#### Work required
In the listing below, locate the lines bearing the word "halo". Copy every one of them.

#### Study material
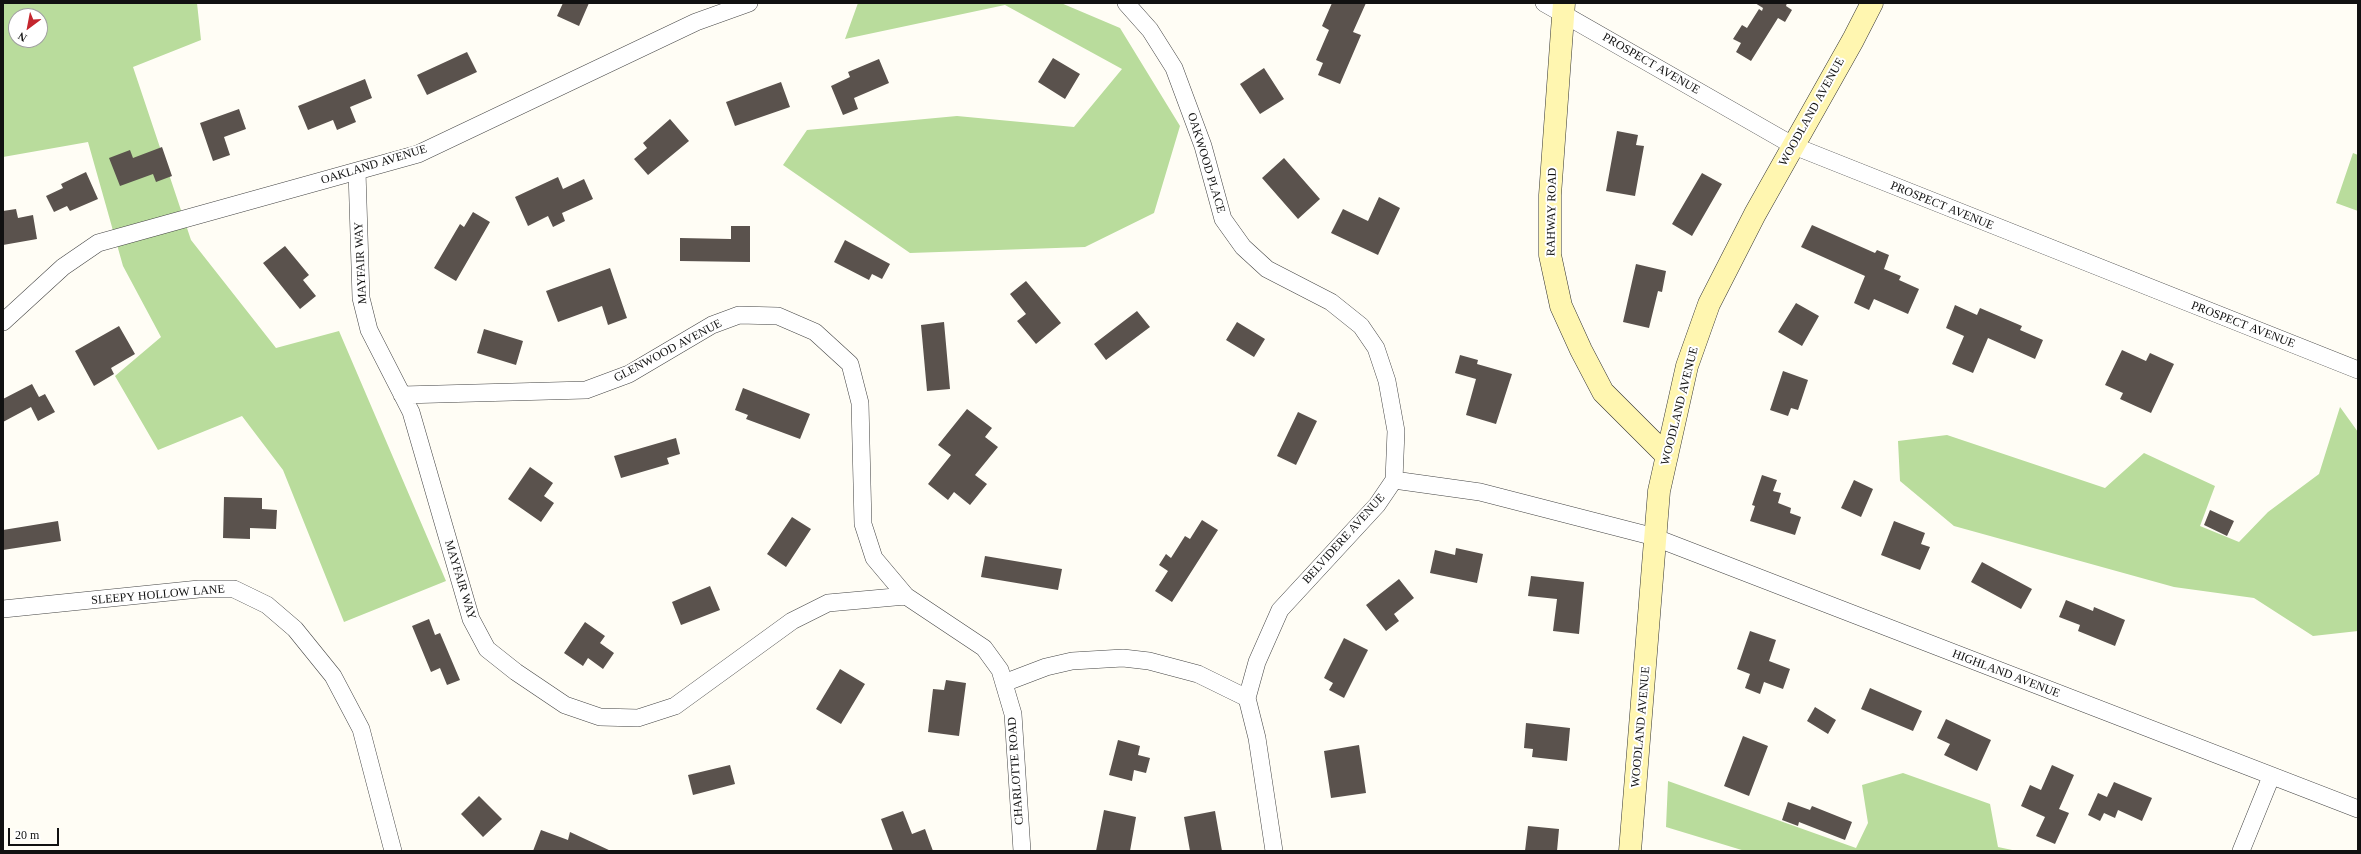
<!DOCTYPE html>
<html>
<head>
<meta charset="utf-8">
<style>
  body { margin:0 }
  #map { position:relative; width:2361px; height:854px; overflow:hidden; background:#fffdf5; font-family:"Times New Roman",serif }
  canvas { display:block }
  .frame { position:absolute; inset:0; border:4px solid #111; pointer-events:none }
  .north { position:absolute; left:8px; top:8px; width:40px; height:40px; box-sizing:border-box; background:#fff; border:1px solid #a0a0a0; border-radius:50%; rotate:212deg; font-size:11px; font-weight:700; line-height:16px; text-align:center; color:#111 }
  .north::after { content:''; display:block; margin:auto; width:14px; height:18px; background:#c4262e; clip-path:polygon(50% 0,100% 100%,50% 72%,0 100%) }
  .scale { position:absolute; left:8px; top:828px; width:51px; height:18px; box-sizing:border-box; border:2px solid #111; border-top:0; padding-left:5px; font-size:12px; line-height:14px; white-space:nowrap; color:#111; -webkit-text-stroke:3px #fff; paint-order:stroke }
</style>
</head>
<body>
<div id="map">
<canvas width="2361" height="854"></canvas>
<div class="frame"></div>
<div class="north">N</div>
<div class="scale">20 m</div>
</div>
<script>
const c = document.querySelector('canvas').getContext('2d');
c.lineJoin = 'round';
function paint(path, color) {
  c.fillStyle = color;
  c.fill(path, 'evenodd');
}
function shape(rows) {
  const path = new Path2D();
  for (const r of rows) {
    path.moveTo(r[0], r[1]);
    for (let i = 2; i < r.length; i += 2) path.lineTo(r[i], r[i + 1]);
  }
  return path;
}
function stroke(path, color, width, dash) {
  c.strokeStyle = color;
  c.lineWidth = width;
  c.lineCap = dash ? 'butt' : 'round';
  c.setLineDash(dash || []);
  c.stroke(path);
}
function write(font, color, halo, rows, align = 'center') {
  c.font = font + ' "Times New Roman",serif';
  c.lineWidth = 4;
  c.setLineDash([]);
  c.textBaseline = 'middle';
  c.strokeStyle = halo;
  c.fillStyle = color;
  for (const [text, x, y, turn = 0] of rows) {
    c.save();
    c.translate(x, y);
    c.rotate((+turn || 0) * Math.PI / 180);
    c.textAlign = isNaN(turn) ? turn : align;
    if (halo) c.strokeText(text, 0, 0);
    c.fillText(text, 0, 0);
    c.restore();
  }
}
const forest = shape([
  [3,3,197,3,201,40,133,67,191,240,276,348,339,331,446,581,344,622,283,470,242,416,158,450,115,376,161,337,123,266,88,142,3,157],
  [16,16,40,16,40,40,16,40],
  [858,3,1061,3,1120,28,1180,126,1154,213,1085,247,910,253,783,165,807,130,957,116,1074,127,1122,69,1005,5,845,39],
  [2353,153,2358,155,2358,211,2336,203],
  [2340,407,2358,432,2358,631,2313,636,2254,598,2174,587,1954,526,1900,481,1898,441,1947,435,2105,488,2144,453,2215,486,2200,526,2239,542,2268,512,2319,474],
  [1903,773,1990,804,1998,847,2017,851,1745,851,1666,827,1668,781,1856,848,1868,823,1862,785]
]);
const building = shape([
  [563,3,589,3,579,26,557,16],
  [1332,3,1366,3,1353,32,1361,35,1340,84,1318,75,1323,63,1316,60,1329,30,1322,26],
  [1755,3,1787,3,1786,6,1792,10,1785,22,1778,18,1751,61,1736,52,1741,43,1733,39,1742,25,1747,28,1759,9,1762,11,1763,8],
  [467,52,477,72,427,95,417,75],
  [1053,58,1080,74,1065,99,1038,82],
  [879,59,889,83,854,98,858,109,843,115,831,86,850,77,848,72],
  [1264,68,1284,99,1260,114,1240,84],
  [365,79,372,98,350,107,356,122,337,130,333,120,308,130,298,106],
  [781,82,790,107,735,126,726,102],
  [239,109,246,129,224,137,230,155,213,161,200,123],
  [670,119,689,141,648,175,634,159,647,148,643,143],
  [1617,131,1638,135,1636,145,1644,146,1635,196,1606,191],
  [162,147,172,176,156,182,153,174,120,186,109,158,130,150,133,158],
  [1284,158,1320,199,1298,219,1262,178],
  [86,172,98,199,70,211,67,206,54,212,46,196,63,188,61,184],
  [1702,173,1722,184,1692,236,1672,224],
  [558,177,563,189,584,179,593,199,562,213,565,221,553,227,548,216,528,226,515,197],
  [1379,197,1400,208,1378,255,1331,233,1343,209,1368,221],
  [16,209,18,218,33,215,37,239,3,245,3,211],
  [473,212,490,222,456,281,434,268,460,224,464,227],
  [1812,225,1875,253,1877,250,1889,255,1884,269,1901,276,1899,280,1919,289,1908,314,1874,299,1869,310,1854,303,1865,276,1801,247],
  [731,226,750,226,750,262,680,261,680,238,731,239],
  [845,240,890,264,882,279,872,274,869,280,834,262],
  [285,246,309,275,303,280,316,296,300,309,263,263],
  [1636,264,1666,271,1662,292,1658,291,1649,328,1623,322],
  [610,268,627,318,608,325,602,306,558,322,546,291],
  [1026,281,1061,323,1036,344,1017,321,1026,314,1010,294],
  [1796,303,1819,316,1802,346,1778,332],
  [1955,305,1977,315,1980,308,2022,326,2020,330,2043,340,2035,359,1988,338,1973,373,1952,364,1964,336,1946,328],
  [1137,311,1150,327,1106,360,1094,344],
  [944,322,950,389,927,391,921,325],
  [1237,322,1265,339,1254,357,1226,340],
  [119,326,135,354,111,368,114,374,94,386,75,351],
  [484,329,523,341,516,365,477,353],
  [2122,350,2146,361,2150,353,2174,364,2151,413,2120,399,2123,393,2105,385],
  [1460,355,1478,360,1477,364,1512,374,1496,424,1466,415,1476,379,1455,373],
  [1783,371,1808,380,1798,410,1791,408,1788,416,1770,410],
  [32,384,39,397,45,394,55,412,38,421,31,407,3,422,3,399],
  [743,388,810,414,800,439,746,419,748,415,735,410],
  [967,409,992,428,985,437,998,447,975,475,987,484,970,505,954,492,948,500,928,484,951,455,938,445],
  [1298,412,1317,421,1296,465,1277,456],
  [676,438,680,454,667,458,669,464,621,478,614,456],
  [530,467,553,483,544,496,554,503,541,522,508,499],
  [1762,475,1777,480,1773,491,1781,493,1778,503,1791,508,1790,513,1801,517,1795,535,1750,521,1755,506,1752,505],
  [1854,480,1873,489,1861,517,1841,508],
  [224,497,262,498,262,509,277,510,276,529,250,528,250,539,223,538],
  [2210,510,2234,521,2227,536,2204,525],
  [792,517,811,529,786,567,767,554],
  [1202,520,1218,530,1172,602,1155,591,1168,571,1159,565,1166,554,1171,558,1185,536,1190,539],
  [58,521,61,541,3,550,3,530],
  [1894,521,1925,533,1921,544,1930,547,1920,570,1881,555],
  [1456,548,1483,554,1477,583,1430,573,1435,550,1455,555],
  [985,556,1062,569,1058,590,981,577],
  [1982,562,2032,589,2021,609,1971,582],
  [1531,576,1584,582,1579,634,1553,631,1557,599,1528,596],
  [1399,579,1414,598,1394,614,1399,621,1386,631,1366,605],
  [710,586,720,610,681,625,672,602],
  [2066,600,2093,611,2094,607,2125,620,2115,646,2078,631,2080,625,2059,617],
  [429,619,435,635,440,633,460,680,447,685,440,668,431,672,412,626],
  [585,622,605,636,600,643,614,653,603,669,588,658,583,666,564,653],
  [1750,631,1776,640,1769,661,1790,669,1783,689,1764,682,1760,694,1745,688,1750,674,1737,669],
  [1344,638,1368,650,1344,698,1329,690,1333,683,1324,678],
  [840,669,865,684,841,724,816,709],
  [946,680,966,683,959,736,928,732,933,689,944,690],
  [1870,688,1922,711,1913,731,1861,709],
  [1815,707,1836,720,1828,734,1807,721],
  [1946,719,1991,740,1977,771,1944,755,1950,744,1937,738],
  [1526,723,1570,728,1567,761,1532,757,1533,749,1524,748],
  [1743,736,1768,746,1749,796,1724,786],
  [1118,740,1140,746,1138,755,1150,758,1146,773,1134,770,1132,781,1109,775],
  [1359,745,1366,793,1331,798,1324,751],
  [730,765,735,784,693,795,688,775],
  [2052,765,2074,775,2059,809,2069,813,2055,844,2036,836,2045,817,2021,806,2030,785,2041,790],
  [2114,782,2152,798,2142,821,2118,810,2115,818,2104,813,2100,821,2088,815,2098,793,2107,797],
  [479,796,502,819,483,837,461,814],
  [1788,802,1810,810,1812,806,1852,822,1845,840,1799,822,1798,826,1782,820],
  [1104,810,1136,817,1130,851,1096,851],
  [903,811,912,834,925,829,933,851,893,851,881,819],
  [1215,811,1222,851,1190,851,1184,817],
  [1528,826,1559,829,1557,851,1525,851],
  [541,830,568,840,570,832,611,851,533,851]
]);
const street = shape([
  [1126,3,1150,30,1174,68,1203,146,1223,219,1243,247,1267,269,1331,302,1361,326,1376,348,1387,381,1396,431,1394,480],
  [1544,3,1794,146,2358,370],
  [357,171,361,298,369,330,411,412,471,619,487,649,516,672,565,705,600,717,638,718,675,706,792,621,828,603,906,596],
  [3,322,63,267,98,243,418,154,696,22,749,3],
  [402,395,586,390,629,374,712,325,739,315,778,316,815,332,850,364,860,403,863,524,874,558,906,596,984,648,1000,670,1013,714,1022,851],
  [1394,480,1480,492,1651,536,2358,809],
  [3,609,199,589,234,589,267,605,295,629,333,676,361,729,393,851],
  [1004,683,1046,667,1072,661,1123,658,1149,661,1198,674,1247,698],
  [1274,851,1257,738,1247,698,1257,662,1280,610,1377,505,1394,480],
  [2241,851,2271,777]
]);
const secondary = shape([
  [1564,3,1550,195,1550,255,1561,306,1581,350,1603,392,1667,456],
  [1630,851,1659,491,1687,366,1709,304,1755,214,1853,40,1872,3]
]);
const streetNames = [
  ["PROSPECT AVENUE",1651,64,30],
  ["WOODLAND AVENUE",1812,112,-61],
  ["OAKWOOD PLACE",1206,163,73],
  ["OAKLAND AVENUE",374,165,-17],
  ["PROSPECT AVENUE",1942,206,22],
  ["RAHWAY ROAD",1552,212,-89],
  ["MAYFAIR WAY",361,263,-93],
  ["PROSPECT AVENUE",2243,325,21],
  ["GLENWOOD AVENUE",668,351,-28],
  ["WOODLAND AVENUE",1680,406,-76],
  ["BELVIDERE AVENUE",1344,539,-48],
  ["MAYFAIR WAY",460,580,73],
  ["SLEEPY HOLLOW LANE",158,595,-5],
  ["HIGHLAND AVENUE",2006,674,21],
  ["WOODLAND AVENUE",1641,727,-85],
  ["CHARLOTTE ROAD",1016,771,-94]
];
paint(forest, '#b9dc9c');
paint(building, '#5a524d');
stroke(street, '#444', 18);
stroke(secondary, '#333', 23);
stroke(street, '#fff', 17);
stroke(secondary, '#fff6b0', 22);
write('12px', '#111', '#fff', streetNames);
</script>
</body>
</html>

#### Written answer
function write(font, color, halo, rows, align = 'center') {
  c.strokeStyle = halo;
    if (halo) c.strokeText(text, 0, 0);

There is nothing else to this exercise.